Genetic Ablation of Inositol 1,4,5-Trisphosphate Receptor Type 2 (IP 3 R2) Fails to Modify Disease Progression in a Mouse Model of Spinocerebellar Ataxia Type 3.

Spinocerebellar ataxia type 3 (SCA3) is a rare neurodegenerative disease caused by an abnormal polyglutamine expansion within the ataxin-3 protein (ATXN3). This leads to neurodegeneration of specific brain and spinal cord regions, resulting in a progressive loss of motor function. Despite neuronal death, non-neuronal cells, including astrocytes, are also involved in SCA3 pathogenesis. Astrogliosis is a common pathological feature in SCA3 patients and animal models of the disease. However, the contribution of astrocytes to SCA3 is not clearly defined.
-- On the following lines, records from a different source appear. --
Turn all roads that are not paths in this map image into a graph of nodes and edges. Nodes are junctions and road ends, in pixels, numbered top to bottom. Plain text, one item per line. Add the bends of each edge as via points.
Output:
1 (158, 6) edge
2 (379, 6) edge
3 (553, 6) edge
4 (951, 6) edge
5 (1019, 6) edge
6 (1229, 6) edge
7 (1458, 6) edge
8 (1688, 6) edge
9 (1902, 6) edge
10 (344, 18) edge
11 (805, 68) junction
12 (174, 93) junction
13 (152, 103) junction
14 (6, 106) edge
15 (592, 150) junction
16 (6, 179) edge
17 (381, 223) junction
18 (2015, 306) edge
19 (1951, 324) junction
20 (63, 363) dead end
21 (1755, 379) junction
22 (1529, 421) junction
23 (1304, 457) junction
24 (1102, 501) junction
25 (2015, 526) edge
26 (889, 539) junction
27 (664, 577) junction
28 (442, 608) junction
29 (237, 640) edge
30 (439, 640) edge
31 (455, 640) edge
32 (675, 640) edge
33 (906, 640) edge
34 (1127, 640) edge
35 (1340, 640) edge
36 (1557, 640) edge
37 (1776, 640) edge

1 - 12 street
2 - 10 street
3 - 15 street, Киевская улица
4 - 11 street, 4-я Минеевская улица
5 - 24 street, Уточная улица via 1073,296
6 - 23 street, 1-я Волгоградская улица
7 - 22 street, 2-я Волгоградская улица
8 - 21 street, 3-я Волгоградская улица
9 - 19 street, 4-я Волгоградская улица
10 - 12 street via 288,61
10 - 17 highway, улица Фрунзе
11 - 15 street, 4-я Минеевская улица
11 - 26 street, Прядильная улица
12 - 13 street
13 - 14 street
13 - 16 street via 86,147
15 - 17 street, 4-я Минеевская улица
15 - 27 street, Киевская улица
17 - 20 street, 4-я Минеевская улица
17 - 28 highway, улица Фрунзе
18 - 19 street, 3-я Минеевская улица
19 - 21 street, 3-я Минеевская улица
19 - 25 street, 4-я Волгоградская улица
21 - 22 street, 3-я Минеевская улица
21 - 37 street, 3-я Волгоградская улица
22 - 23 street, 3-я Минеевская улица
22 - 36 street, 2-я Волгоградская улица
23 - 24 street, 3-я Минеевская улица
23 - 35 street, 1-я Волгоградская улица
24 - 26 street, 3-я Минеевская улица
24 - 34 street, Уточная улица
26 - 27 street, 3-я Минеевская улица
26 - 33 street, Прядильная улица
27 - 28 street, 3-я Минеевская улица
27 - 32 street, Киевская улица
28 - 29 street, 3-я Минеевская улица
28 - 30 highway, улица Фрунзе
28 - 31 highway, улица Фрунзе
Inositol 1,4,5-trisphosphate receptor type 2 (IP 3 R2) is the predominant IP 3 R in mediating astrocyte somatic calcium signals, and genetically ablation of IP 3 R2 has been widely used to study astrocyte function. Here, we aimed to investigate the relevance of IP 3 R2 in the onset and progression of SCA3. For this, we tested whether IP 3 R2 depletion and the consecutive suppression of global astrocytic calcium signalling would lead to marked changes in the behavioral phenotype of a SCA3 mouse model, the CMVMJD135 transgenic line. This was achieved by crossing IP 3 R2 null mice with the CMVMJD135 mouse model and performing a longitudinal behavioral characterization of these mice using well-established motor-related function tests. Our results demonstrate that IP 3 R2 deletion in astrocytes does not modify SCA3 progression.